» **DATASET RECORDS**
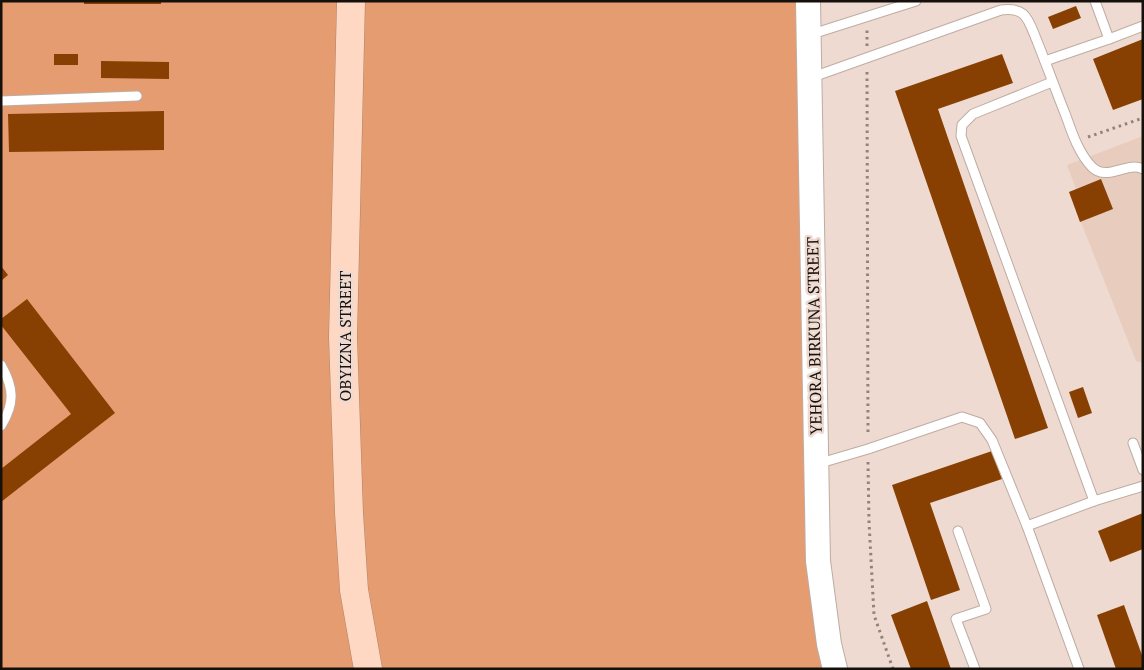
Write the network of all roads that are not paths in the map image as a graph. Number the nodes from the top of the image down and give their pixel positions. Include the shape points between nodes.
1 (351, 1) edge
2 (808, 1) edge
3 (916, 1) edge
4 (1096, 1) edge
5 (1143, 26) edge
6 (809, 35) junction
7 (1109, 39) junction
8 (1045, 61) junction
9 (810, 78) junction
10 (1052, 82) junction
11 (137, 96) dead end
12 (1, 101) edge
13 (1143, 169) edge
14 (1, 365) edge
15 (1, 426) edge
16 (1133, 443) dead end
17 (817, 464) junction
18 (1143, 470) edge
19 (1143, 486) edge
20 (1094, 501) junction
21 (1027, 526) junction
22 (958, 531) dead end
23 (368, 669) edge
24 (835, 669) edge
25 (975, 669) edge
26 (1079, 669) edge

1 - 23 main road, OBYIZNA STREET via 343,346 354,590
2 - 6 street, YEHORA BIRKUNA STREET
3 - 6 lane
4 - 7 lane
5 - 7 lane
6 - 9 street, YEHORA BIRKUNA STREET
7 - 8 lane
8 - 9 lane via 1027,18 1011,9
8 - 10 lane
9 - 17 street, YEHORA BIRKUNA STREET
10 - 13 lane via 1076,142 1093,168 1112,173 1135,167
10 - 20 lane via 973,114 962,126 961,136
11 - 12 lane
14 - 15 lane via 9,381 12,400
16 - 18 lane
17 - 21 lane via 962,418 980,423 992,440
17 - 24 street, YEHORA BIRKUNA STREET via 818,561
19 - 20 lane
20 - 21 lane
21 - 26 lane
22 - 25 lane via 986,609 956,619

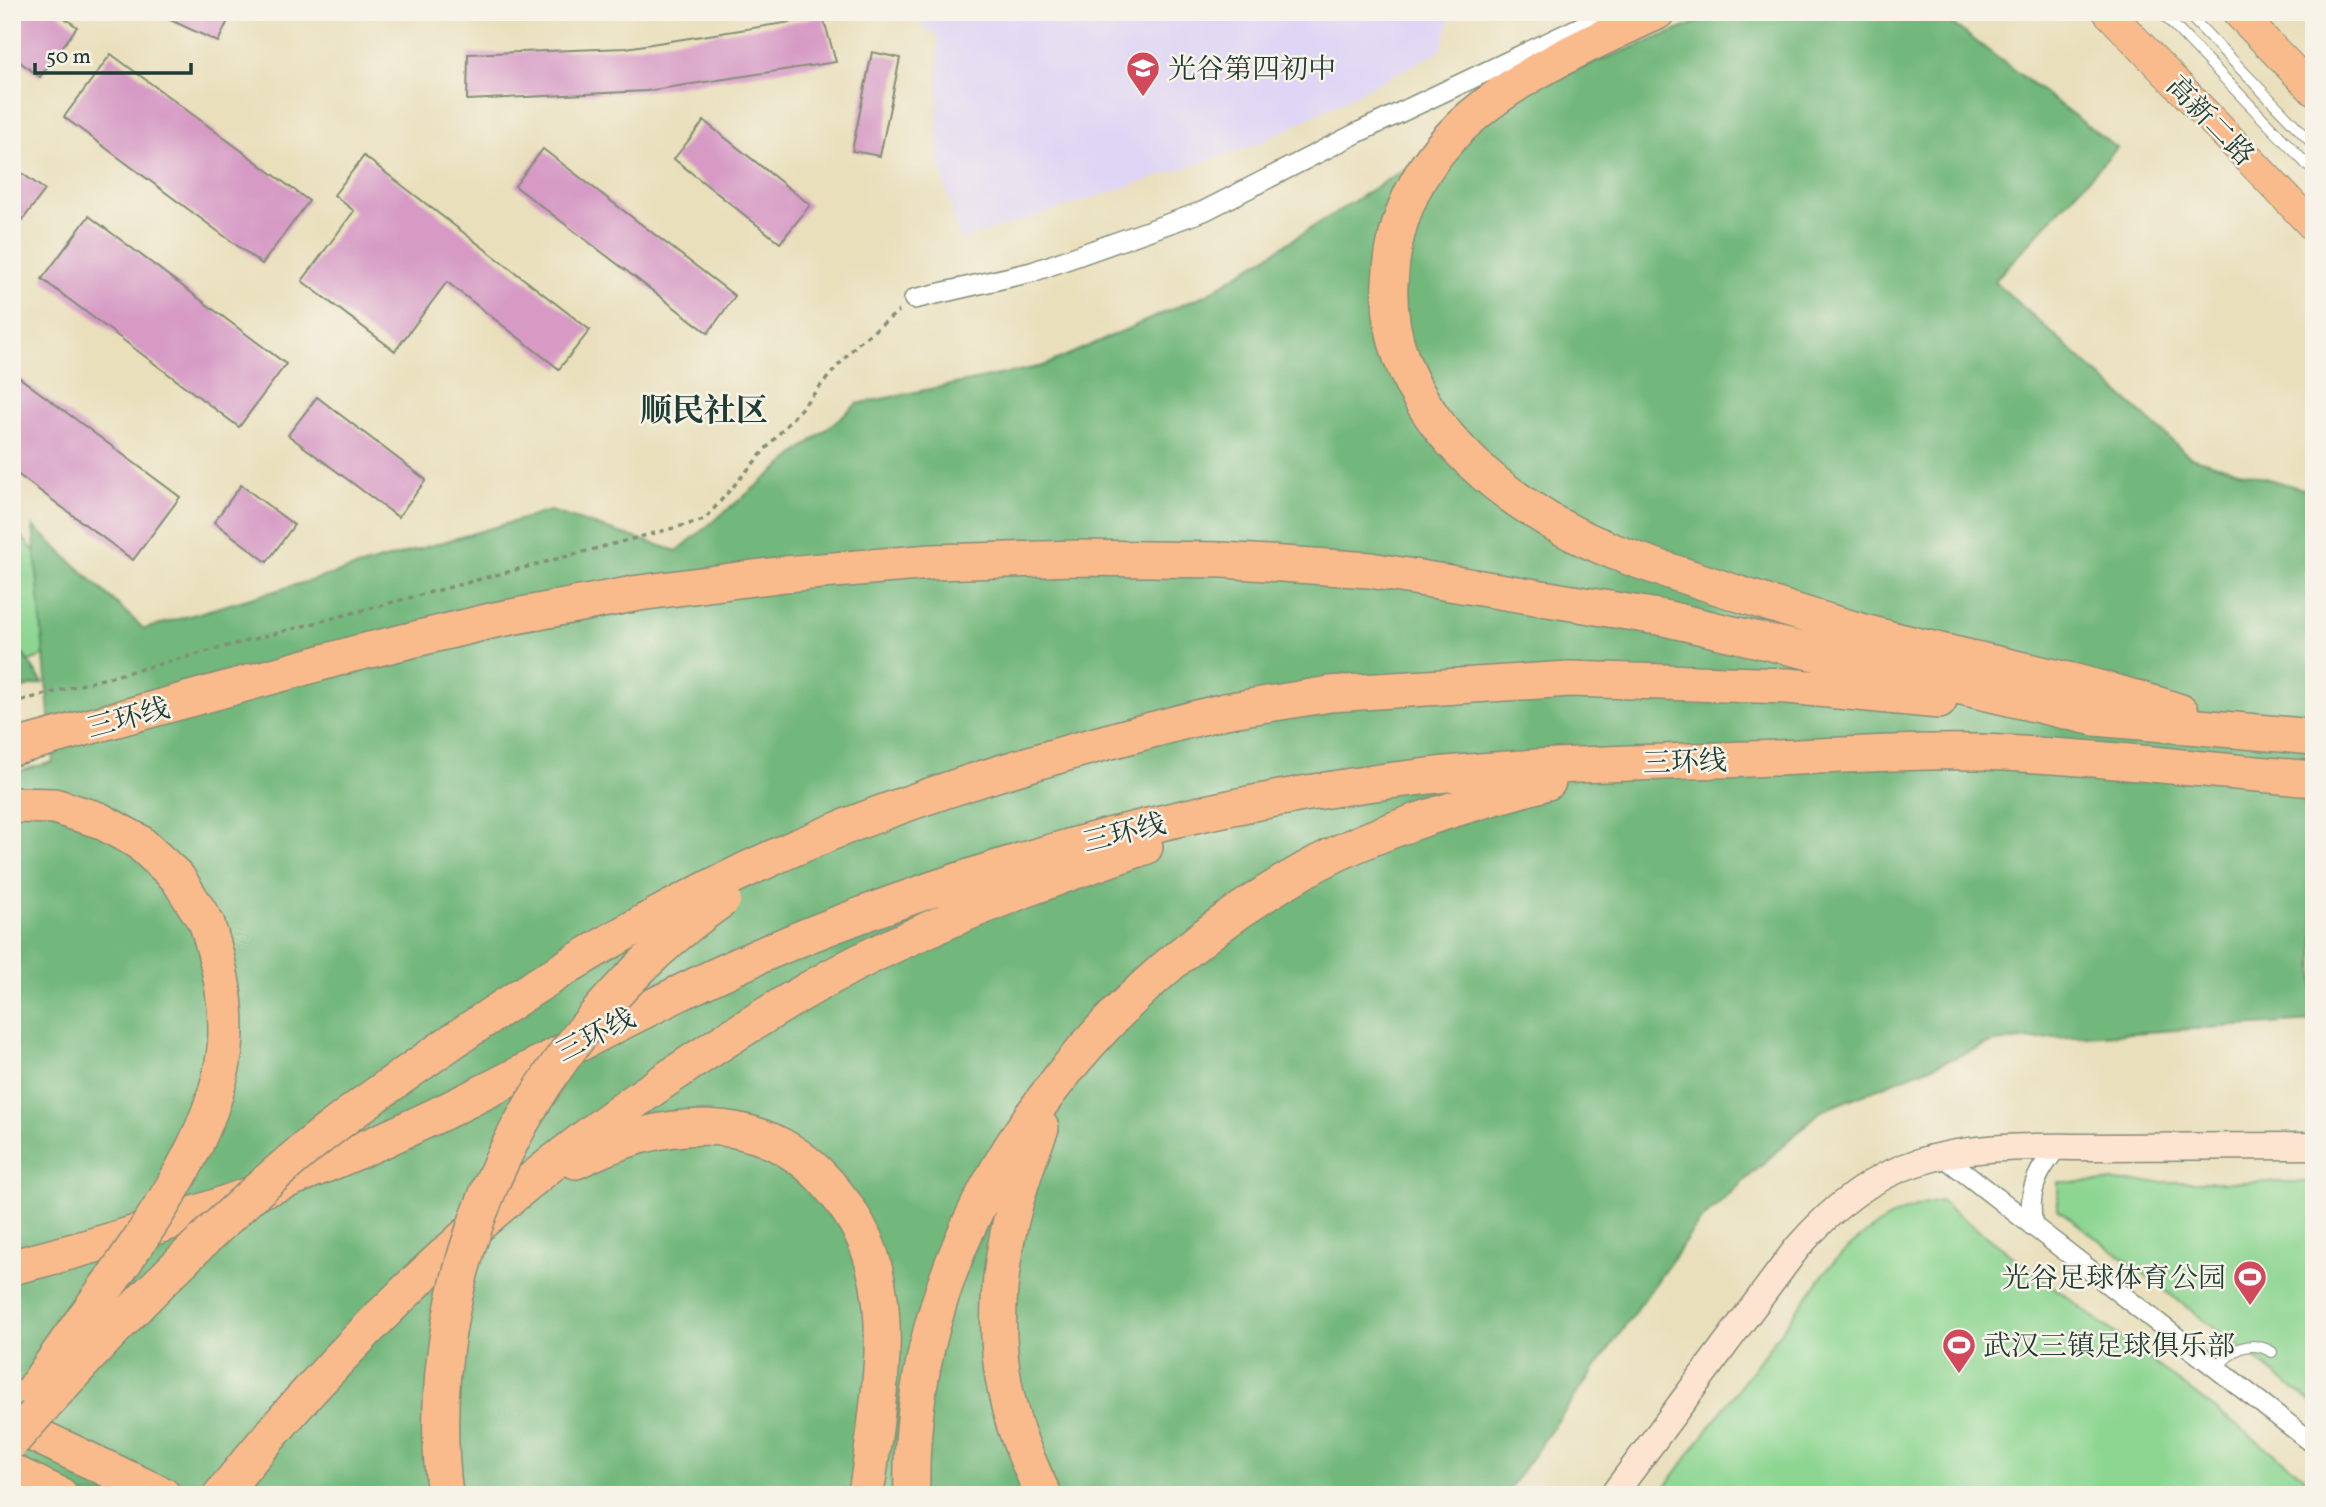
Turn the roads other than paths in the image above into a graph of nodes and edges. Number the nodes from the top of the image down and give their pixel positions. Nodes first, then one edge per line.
1 (1612, 12) edge
2 (1657, 12) edge
3 (2108, 12) edge
4 (2161, 12) edge
5 (2186, 12) edge
6 (2237, 12) edge
7 (2314, 91) edge
8 (2314, 145) edge
9 (2314, 172) edge
10 (2314, 227) edge
11 (914, 299) road end
12 (2095, 718) junction
13 (2241, 732) junction
14 (2314, 737) edge
15 (12, 748) edge
16 (1630, 763) junction
17 (2314, 779) edge
18 (1336, 790) junction
19 (12, 805) edge
20 (830, 833) junction
21 (1069, 1066) junction
22 (2314, 1146) edge
23 (2059, 1147) junction
24 (1943, 1156) junction
25 (511, 1196) junction
26 (2033, 1227) junction
27 (12, 1267) edge
28 (2272, 1352) dead end
29 (2216, 1370) junction
30 (12, 1424) edge
31 (12, 1441) edge
32 (2314, 1444) edge
33 (12, 1472) edge
34 (60, 1495) edge
35 (163, 1495) edge
36 (221, 1495) edge
37 (445, 1495) edge
38 (865, 1495) edge
39 (912, 1495) edge
40 (1044, 1495) edge
41 (1614, 1495) edge

1 - 11 street
2 - 13 highway
3 - 10 main road, 高新二路
4 - 9 lane
5 - 8 lane
6 - 7 main road
12 - 13 highway, 三环线
12 - 15 highway, 三环线
12 - 20 highway, bridge
13 - 14 highway, 三环线
16 - 17 highway, 三环线
16 - 18 highway, 三环线
16 - 21 highway
18 - 25 highway
18 - 27 highway, 三环线, bridge
19 - 30 highway, bridge
20 - 31 highway, bridge
20 - 37 highway, bridge
21 - 39 highway
21 - 40 highway
22 - 23 street
23 - 24 street
23 - 26 street
24 - 26 street
24 - 41 street
25 - 36 highway, bridge
25 - 38 highway
26 - 29 street
28 - 29 lane
29 - 32 street
30 - 35 highway
33 - 34 highway

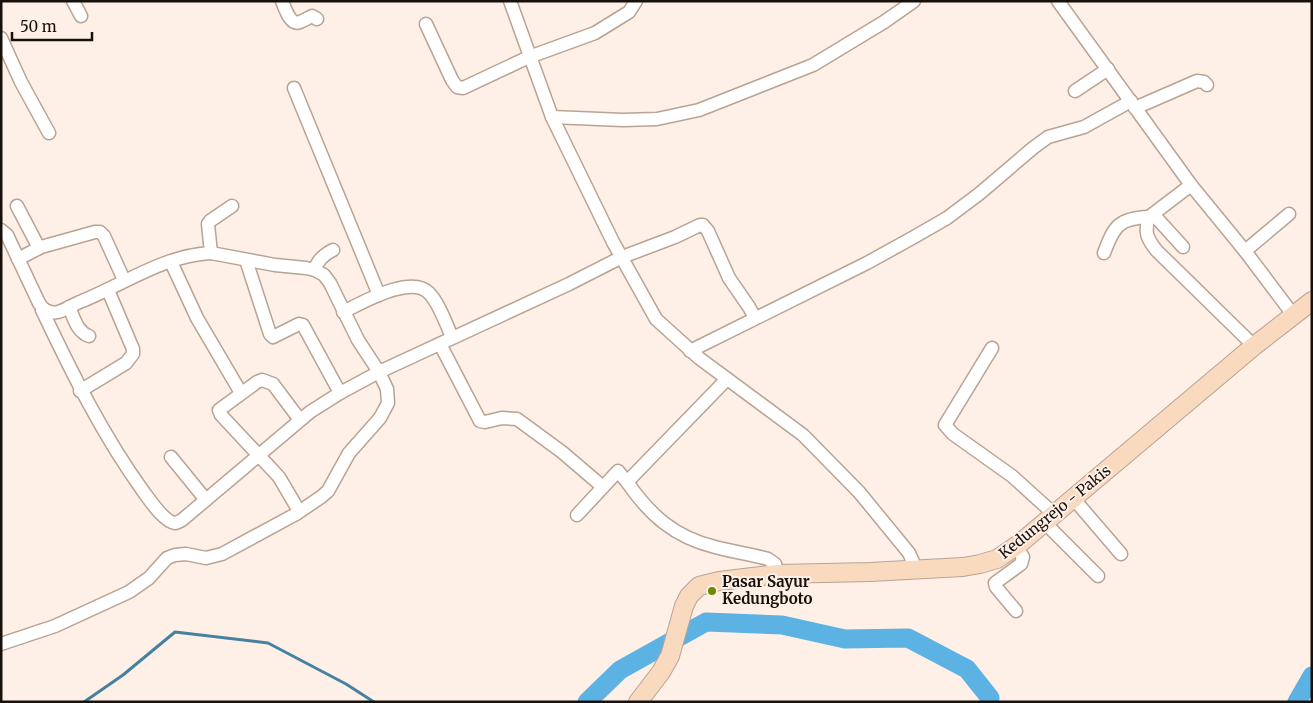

» **WHAT YOU ARE ASKED TO DO**
Pick each line holding "paths" out of the entries above and return it.

» **RESULT**
Write the network of all roads that are not paths in the map image as a graph. Number the nodes from the top of the image down and give their pixel positions. Include the shape points between nodes.
Turn the roads other than paths in the image above into a graph of nodes and edges. Number the nodes from the top of the image down and give their pixel positions. Nodes first, then one edge per line.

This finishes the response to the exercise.